Task details:
Exact copies of all entries are needed. Pictures are to be left out.

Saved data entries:
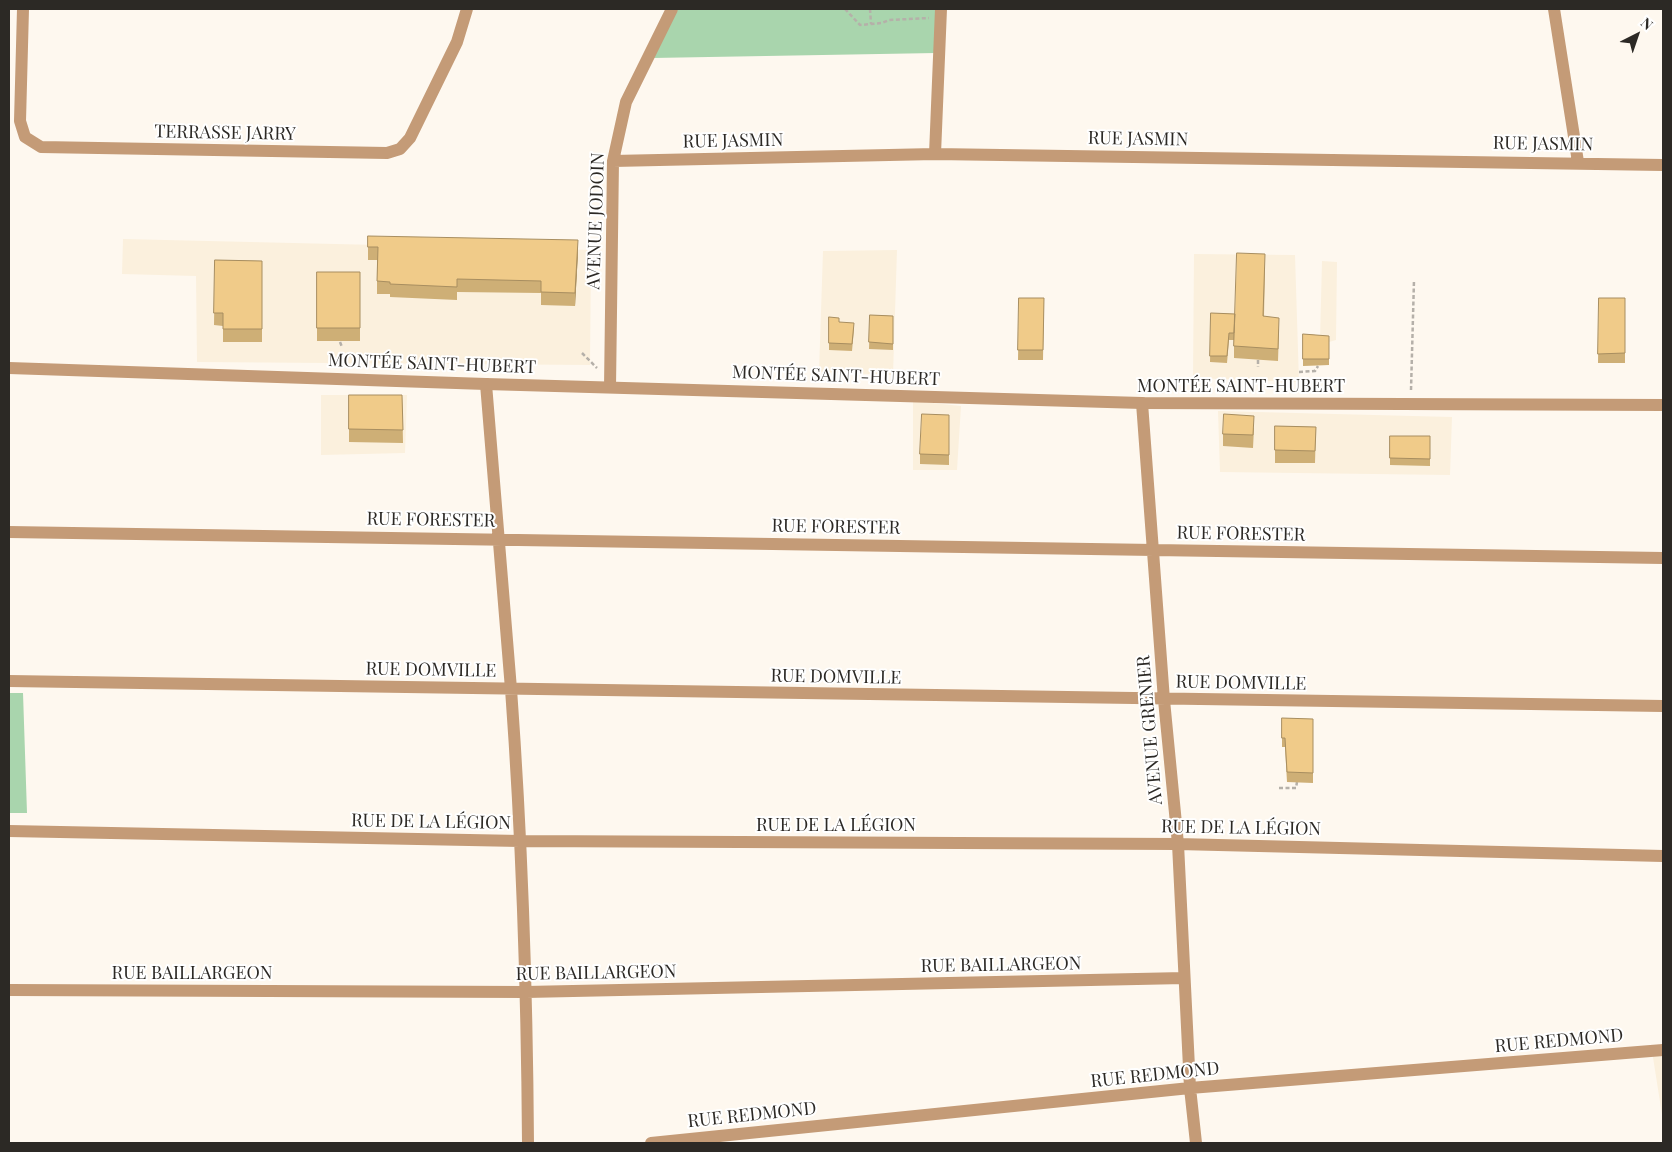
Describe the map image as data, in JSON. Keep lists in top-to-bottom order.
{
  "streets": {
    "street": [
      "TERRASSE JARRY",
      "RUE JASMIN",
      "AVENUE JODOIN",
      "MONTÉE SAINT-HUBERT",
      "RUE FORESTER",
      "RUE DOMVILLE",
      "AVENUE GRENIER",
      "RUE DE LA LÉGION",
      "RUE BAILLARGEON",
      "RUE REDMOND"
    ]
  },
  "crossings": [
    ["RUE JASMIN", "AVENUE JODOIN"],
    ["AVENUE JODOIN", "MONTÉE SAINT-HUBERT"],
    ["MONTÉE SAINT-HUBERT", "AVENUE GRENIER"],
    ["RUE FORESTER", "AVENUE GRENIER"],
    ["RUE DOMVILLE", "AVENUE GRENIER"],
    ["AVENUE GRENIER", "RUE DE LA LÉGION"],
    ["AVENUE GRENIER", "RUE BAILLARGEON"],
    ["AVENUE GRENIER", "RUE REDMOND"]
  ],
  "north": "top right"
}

Result:
Describe the map image as data, in JSON. Keep lists in top-to-bottom order.
{
  "streets": {
    "street": [
      "TERRASSE JARRY",
      "RUE JASMIN",
      "AVENUE JODOIN",
      "MONTÉE SAINT-HUBERT",
      "RUE FORESTER",
      "RUE DOMVILLE",
      "AVENUE GRENIER",
      "RUE DE LA LÉGION",
      "RUE BAILLARGEON",
      "RUE REDMOND"
    ]
  },
  "crossings": [
    ["RUE JASMIN", "AVENUE JODOIN"],
    ["AVENUE JODOIN", "MONTÉE SAINT-HUBERT"],
    ["MONTÉE SAINT-HUBERT", "AVENUE GRENIER"],
    ["RUE FORESTER", "AVENUE GRENIER"],
    ["RUE DOMVILLE", "AVENUE GRENIER"],
    ["AVENUE GRENIER", "RUE DE LA LÉGION"],
    ["AVENUE GRENIER", "RUE BAILLARGEON"],
    ["AVENUE GRENIER", "RUE REDMOND"]
  ],
  "north": "top right"
}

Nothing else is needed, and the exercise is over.